▼
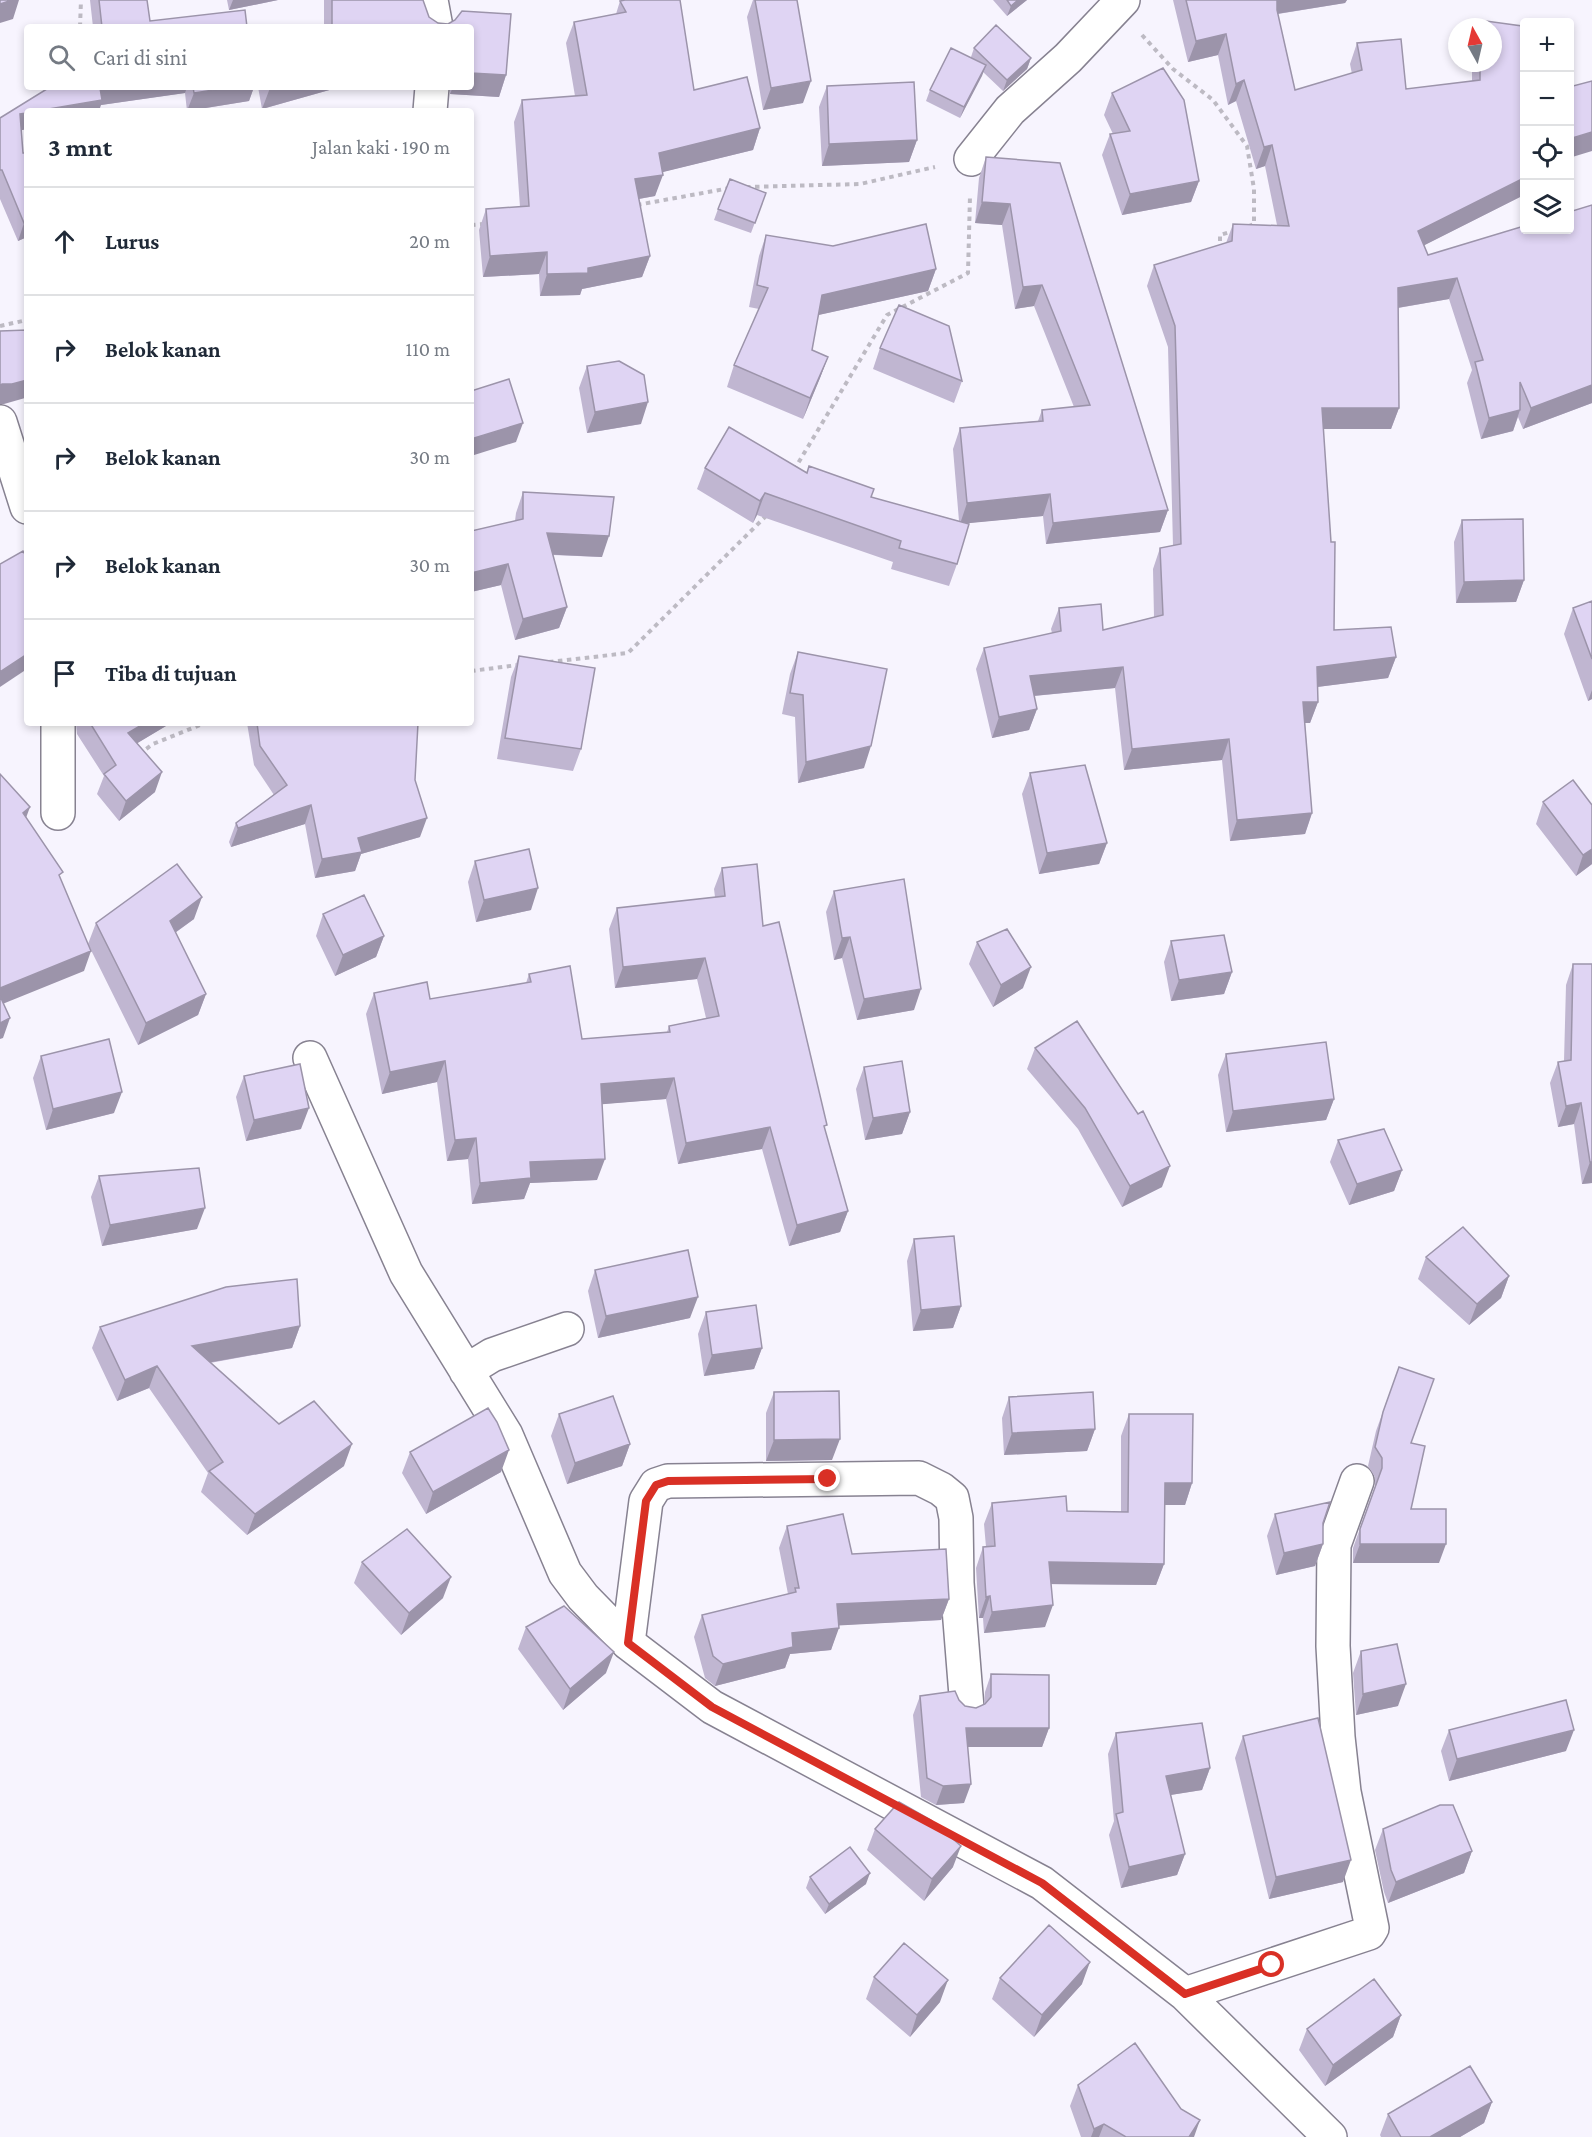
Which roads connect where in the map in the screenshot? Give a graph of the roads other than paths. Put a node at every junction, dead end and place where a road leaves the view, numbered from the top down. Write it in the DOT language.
graph roads {
  1 [pos="431,0"];
  2 [pos="1120,4"];
  3 [pos="435,24"];
  4 [pos="432,90"];
  5 [pos="430,108"];
  6 [pos="971,159"];
  7 [pos="0,422"];
  8 [pos="24,498"];
  9 [pos="57,726"];
  10 [pos="57,813"];
  11 [pos="310,1058"];
  12 [pos="567,1329"];
  13 [pos="466,1371"];
  14 [pos="1357,1481"];
  15 [pos="628,1643"];
  16 [pos="968,1708"];
  17 [pos="1185,1994"];
  18 [pos="1330,2137"];
  1 -- 3 [label="street"];
  2 -- 6 [label="street"];
  4 -- 5 [label="street"];
  7 -- 8 [label="street"];
  9 -- 10 [label="street"];
  11 -- 13 [label="street"];
  12 -- 13 [label="street"];
  13 -- 15 [label="street"];
  14 -- 17 [label="street"];
  15 -- 16 [label="street"];
  15 -- 17 [label="street"];
  17 -- 18 [label="street"];
}
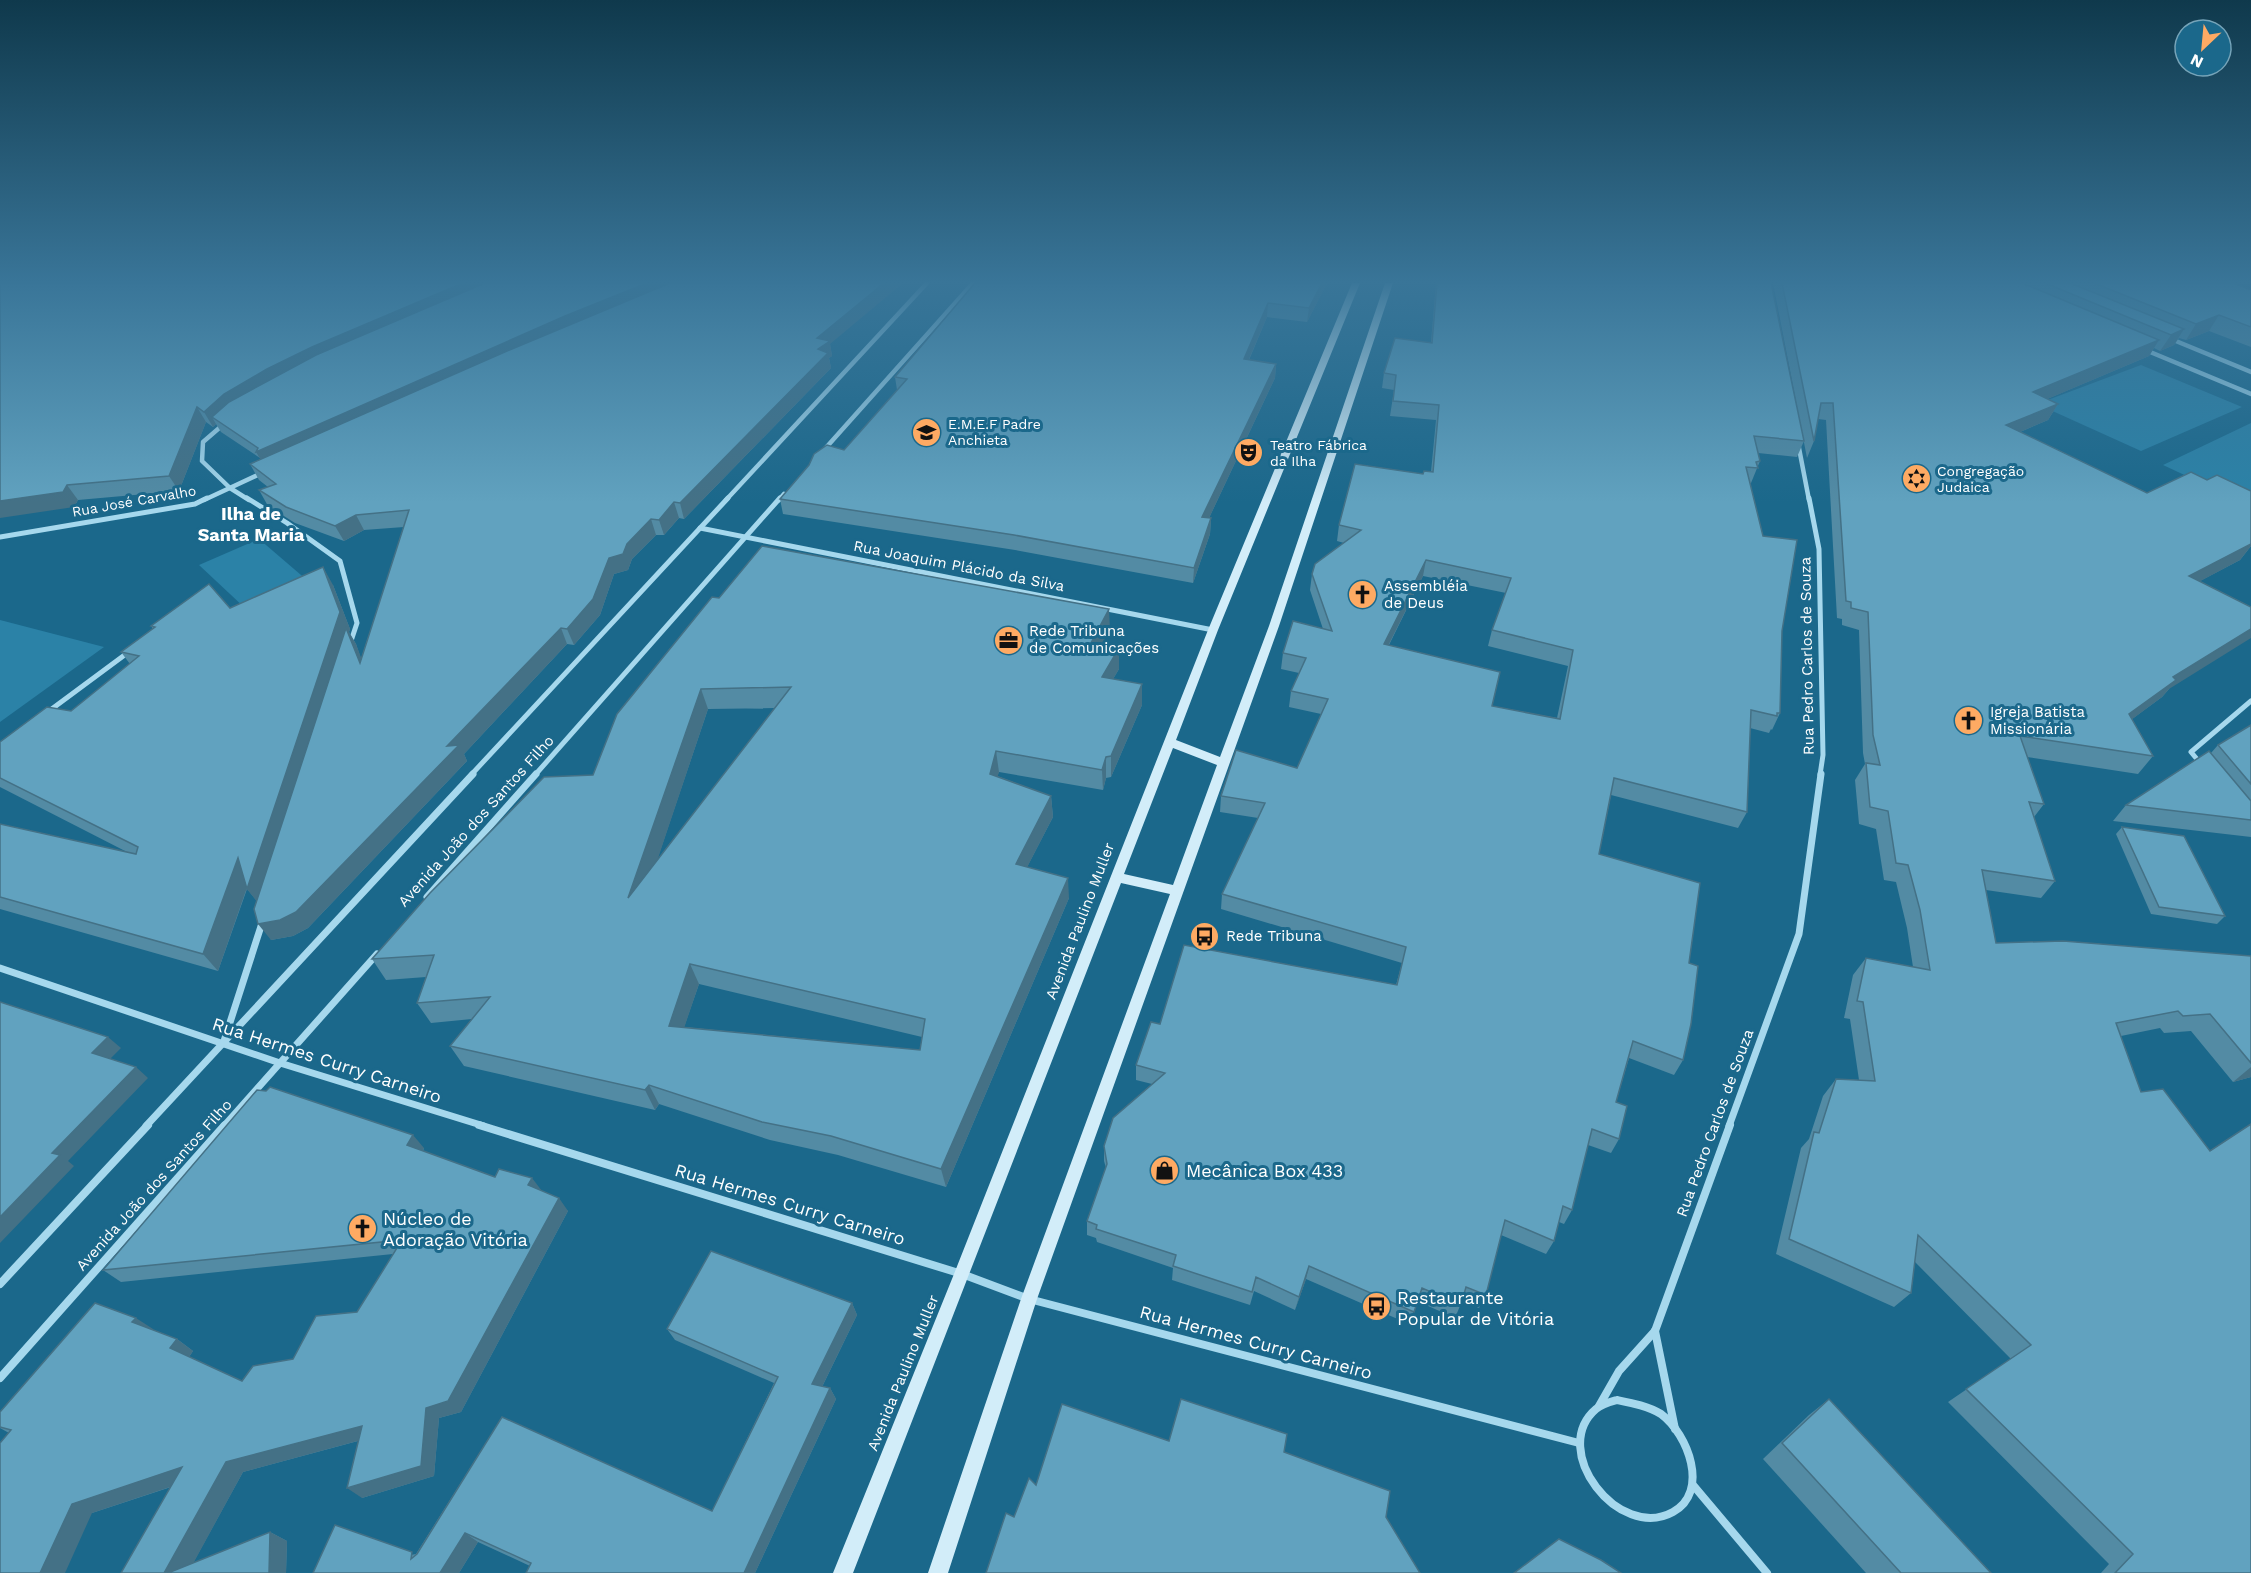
▲
# What you will do
Print the material above word for word, and keep the pictures out of it.

# Your response
Which roads connect where in the map in the screenshot? Give a graph of the roads other than paths. Put a node at every junction, dead end and place where a road leaves the view, numbered from the top down. Write it in the DOT language.
graph roads {
  1 [pos="431,0"];
  2 [pos="1120,4"];
  3 [pos="435,24"];
  4 [pos="432,90"];
  5 [pos="430,108"];
  6 [pos="971,159"];
  7 [pos="0,422"];
  8 [pos="24,498"];
  9 [pos="57,726"];
  10 [pos="57,813"];
  11 [pos="310,1058"];
  12 [pos="567,1329"];
  13 [pos="466,1371"];
  14 [pos="1357,1481"];
  15 [pos="628,1643"];
  16 [pos="968,1708"];
  17 [pos="1185,1994"];
  18 [pos="1330,2137"];
  1 -- 3 [label="street"];
  2 -- 6 [label="street"];
  4 -- 5 [label="street"];
  7 -- 8 [label="street"];
  9 -- 10 [label="street"];
  11 -- 13 [label="street"];
  12 -- 13 [label="street"];
  13 -- 15 [label="street"];
  14 -- 17 [label="street"];
  15 -- 16 [label="street"];
  15 -- 17 [label="street"];
  17 -- 18 [label="street"];
}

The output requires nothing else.